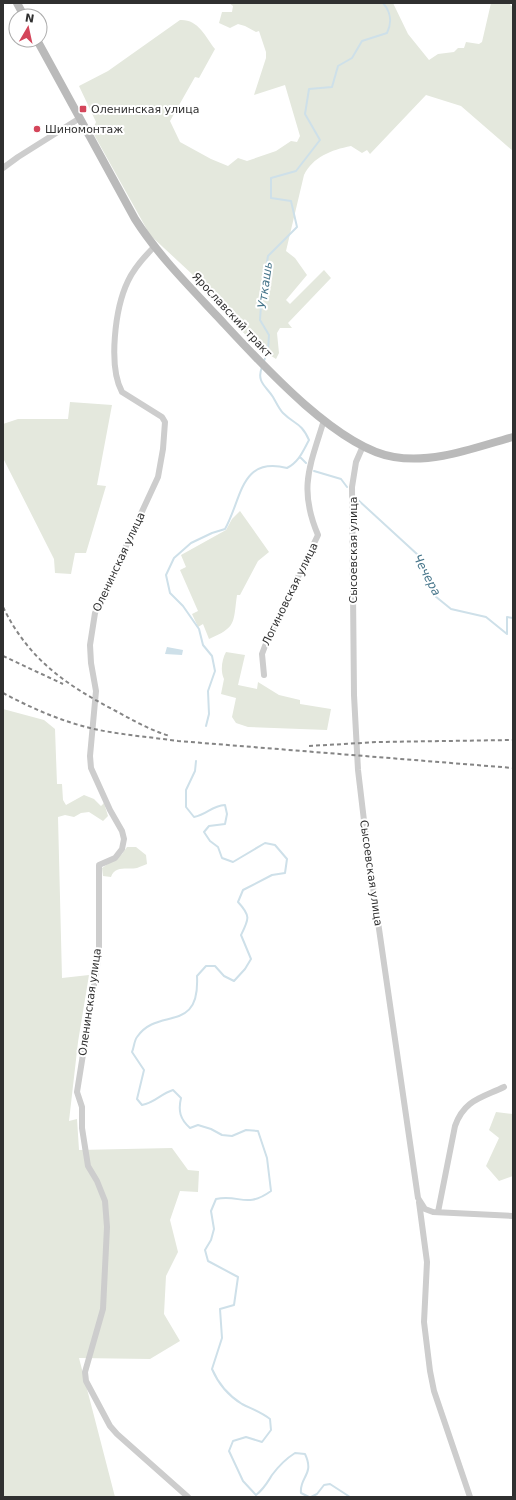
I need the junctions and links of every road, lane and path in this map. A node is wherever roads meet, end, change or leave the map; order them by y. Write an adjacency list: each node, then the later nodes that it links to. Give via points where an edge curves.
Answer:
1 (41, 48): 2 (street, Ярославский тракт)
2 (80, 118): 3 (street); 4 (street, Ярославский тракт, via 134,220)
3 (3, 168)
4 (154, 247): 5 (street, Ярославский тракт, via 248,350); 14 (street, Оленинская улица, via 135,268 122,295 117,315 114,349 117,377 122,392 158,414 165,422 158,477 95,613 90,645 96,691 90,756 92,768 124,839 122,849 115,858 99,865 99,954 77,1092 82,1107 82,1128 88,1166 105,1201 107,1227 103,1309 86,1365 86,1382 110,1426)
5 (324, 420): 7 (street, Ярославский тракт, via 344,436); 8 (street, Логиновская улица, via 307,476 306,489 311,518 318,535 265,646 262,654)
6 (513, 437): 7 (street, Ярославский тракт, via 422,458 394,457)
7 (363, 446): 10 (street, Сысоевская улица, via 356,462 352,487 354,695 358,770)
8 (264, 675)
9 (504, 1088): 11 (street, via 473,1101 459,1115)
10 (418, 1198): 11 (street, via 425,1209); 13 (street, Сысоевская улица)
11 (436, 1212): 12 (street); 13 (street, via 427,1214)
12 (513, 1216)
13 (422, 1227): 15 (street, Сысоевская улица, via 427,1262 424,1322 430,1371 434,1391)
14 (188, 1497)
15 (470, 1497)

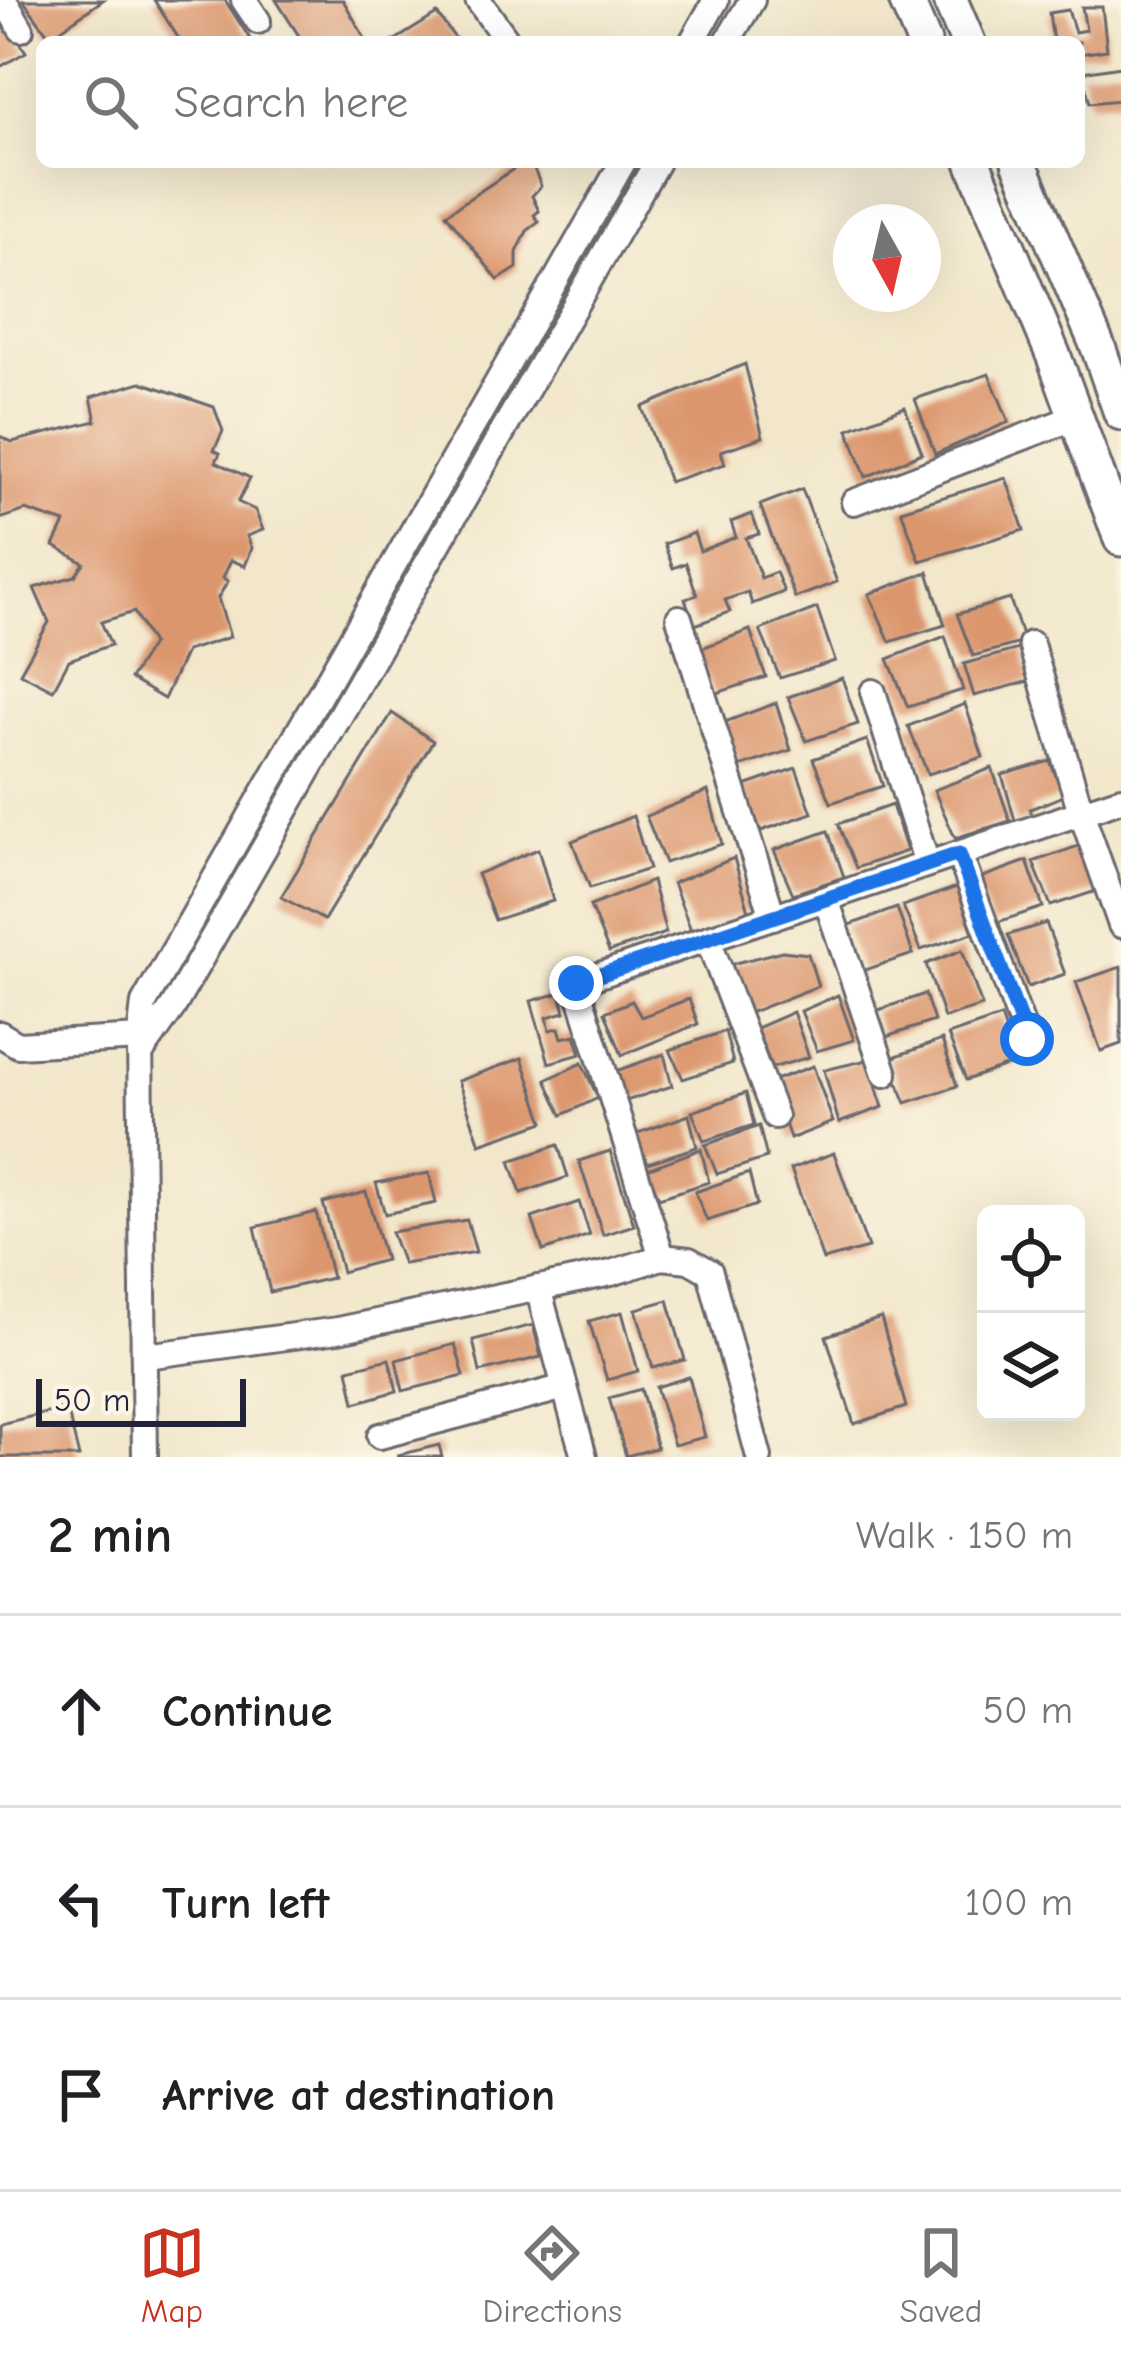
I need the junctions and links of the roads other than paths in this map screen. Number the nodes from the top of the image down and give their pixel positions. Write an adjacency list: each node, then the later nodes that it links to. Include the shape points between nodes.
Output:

━━━━━━━━

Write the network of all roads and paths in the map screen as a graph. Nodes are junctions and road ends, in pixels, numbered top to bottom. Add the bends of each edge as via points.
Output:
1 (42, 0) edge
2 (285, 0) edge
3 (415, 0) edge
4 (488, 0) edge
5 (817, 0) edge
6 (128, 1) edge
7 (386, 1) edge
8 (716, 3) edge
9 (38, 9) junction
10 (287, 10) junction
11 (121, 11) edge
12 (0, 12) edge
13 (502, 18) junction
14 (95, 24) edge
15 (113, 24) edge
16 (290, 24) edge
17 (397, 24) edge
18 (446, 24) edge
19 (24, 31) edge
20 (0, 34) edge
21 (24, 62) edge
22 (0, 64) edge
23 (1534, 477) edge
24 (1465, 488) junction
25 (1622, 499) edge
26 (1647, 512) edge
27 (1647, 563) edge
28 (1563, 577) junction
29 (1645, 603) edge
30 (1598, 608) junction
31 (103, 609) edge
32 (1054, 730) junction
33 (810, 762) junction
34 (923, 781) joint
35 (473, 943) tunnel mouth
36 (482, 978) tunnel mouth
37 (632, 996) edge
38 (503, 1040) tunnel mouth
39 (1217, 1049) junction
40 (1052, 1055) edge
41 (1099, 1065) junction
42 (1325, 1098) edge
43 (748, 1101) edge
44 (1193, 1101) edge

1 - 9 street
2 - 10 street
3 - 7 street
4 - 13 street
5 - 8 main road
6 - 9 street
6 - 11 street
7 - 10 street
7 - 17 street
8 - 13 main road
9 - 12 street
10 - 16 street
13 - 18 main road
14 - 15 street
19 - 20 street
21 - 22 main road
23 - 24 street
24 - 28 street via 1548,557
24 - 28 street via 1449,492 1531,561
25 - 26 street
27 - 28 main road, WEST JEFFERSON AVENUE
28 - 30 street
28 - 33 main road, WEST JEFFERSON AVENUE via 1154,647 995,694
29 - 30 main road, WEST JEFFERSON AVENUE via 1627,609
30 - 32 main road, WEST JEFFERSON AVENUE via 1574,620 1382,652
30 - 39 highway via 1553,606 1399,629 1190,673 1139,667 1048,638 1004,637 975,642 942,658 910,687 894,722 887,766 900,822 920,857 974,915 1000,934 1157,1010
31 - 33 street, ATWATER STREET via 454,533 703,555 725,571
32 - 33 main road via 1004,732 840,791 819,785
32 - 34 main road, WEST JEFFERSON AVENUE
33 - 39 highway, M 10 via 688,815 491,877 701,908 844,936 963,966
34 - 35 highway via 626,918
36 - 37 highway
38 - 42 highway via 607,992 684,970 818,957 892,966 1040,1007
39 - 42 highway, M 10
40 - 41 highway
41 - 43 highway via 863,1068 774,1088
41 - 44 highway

━━━━━━━━

▶ **TASK ITEM**: Each line above that contains the word "then" should be returned.

▶ **PROBLEM SOLUTION**:
I need the junctions and links of every road, lane and path in this map. A node is wherever roads meet, end, change or leave the map; order them by y. Write an adjacency list: each node, then the later nodes that it links to. Give via points where an edge curves.
I need the junctions and links of the roads other than paths in this map screen. Number the nodes from the top of the image down and give their pixel positions. Write an adjacency list: each node, then the later nodes that it links to. Include the shape points between nodes.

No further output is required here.